A, K562 cells were transfected with 25, 50 or 100 nM of siRNA for 3 days and cell viability assay was performed to evaluation of the cytotoxicity of siRNA transfection on K562 cells. The percentage of the viable transfected cells was expressed as a percentage to that of the non-transfected cells. B, siRNA (concentration of 25 to 100 nM) targeting against PCAF was used to transfect K562 cells. The transfected K562 cells were subjected to DV infection 48 hours post-transfection. The cell lysates and culture supernatants were harvested at 1 d.p.i. and Western blot analysis was then performed to detect for the presence of PCAF and HMGB1, respectively. The PCAF band intensities of the siRNA transfected K562 cells were calculated in relation to the non-transfected mock-infected cells (assigned to a value of 1). Similarly, the band intensities of HMGB1 of the transfected cell culture supernatants were measured in relation to the band intensity of non-transfected DV-infected cell culture media (assigned to value of 1).

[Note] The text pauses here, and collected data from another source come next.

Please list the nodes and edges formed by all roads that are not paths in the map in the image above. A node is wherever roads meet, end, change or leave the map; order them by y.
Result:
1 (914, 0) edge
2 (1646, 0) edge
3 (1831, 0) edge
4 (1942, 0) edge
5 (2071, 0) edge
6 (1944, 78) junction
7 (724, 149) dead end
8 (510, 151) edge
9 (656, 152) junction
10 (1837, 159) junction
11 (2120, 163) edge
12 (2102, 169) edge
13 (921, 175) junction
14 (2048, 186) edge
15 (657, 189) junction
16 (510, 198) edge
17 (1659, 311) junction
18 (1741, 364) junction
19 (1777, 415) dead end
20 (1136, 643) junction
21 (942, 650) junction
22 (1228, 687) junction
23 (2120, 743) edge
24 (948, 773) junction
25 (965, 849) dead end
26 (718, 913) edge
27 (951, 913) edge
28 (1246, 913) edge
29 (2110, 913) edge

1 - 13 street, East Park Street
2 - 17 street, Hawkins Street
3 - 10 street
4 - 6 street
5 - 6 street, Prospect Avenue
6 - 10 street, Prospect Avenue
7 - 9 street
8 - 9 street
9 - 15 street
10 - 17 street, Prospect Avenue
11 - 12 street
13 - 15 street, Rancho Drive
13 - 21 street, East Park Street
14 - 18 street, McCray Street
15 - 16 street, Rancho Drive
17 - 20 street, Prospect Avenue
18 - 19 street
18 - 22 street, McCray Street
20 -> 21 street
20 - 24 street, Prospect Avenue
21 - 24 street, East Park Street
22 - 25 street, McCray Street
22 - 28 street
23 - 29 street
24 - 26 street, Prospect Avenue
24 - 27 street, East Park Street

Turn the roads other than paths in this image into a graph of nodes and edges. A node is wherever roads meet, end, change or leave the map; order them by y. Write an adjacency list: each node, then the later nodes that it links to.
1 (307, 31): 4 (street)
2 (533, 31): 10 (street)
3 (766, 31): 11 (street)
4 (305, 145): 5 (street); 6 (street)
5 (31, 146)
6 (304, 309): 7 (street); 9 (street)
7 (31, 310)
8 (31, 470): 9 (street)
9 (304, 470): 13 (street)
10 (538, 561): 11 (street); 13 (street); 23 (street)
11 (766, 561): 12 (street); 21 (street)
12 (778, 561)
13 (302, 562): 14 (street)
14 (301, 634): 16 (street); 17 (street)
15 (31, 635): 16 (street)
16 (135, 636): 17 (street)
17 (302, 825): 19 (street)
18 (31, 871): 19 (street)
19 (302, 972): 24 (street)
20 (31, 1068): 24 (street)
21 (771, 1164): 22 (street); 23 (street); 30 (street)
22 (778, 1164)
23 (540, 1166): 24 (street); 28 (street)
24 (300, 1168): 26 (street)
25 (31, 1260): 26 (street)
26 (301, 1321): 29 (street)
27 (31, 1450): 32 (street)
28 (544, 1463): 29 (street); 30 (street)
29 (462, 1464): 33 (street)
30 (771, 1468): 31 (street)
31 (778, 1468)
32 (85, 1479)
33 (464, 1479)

Actin was used as a control to ensure equal loading. C, ELISA was performed to quantify the amount of HMGB1 released into the supernatants from siRNA transfected (0, 25, 50 or 100 nM of siRNA) and DV-infected K562 cells. ⧫ denotes p-value <0.05 for T-tests comparing the mean amount of HMGB1 detected in siRNA transfected K562 cell culture supernatants to that of the non-siRNA transfected K562 cells. D, K562 cells were transfected with 0, 25, 50 or 100 nM of siRNA for 48 hours before infected with DV. The supernatants were harvested at 1 d.p.i. and plaque assay was performed to quantify the viral yield.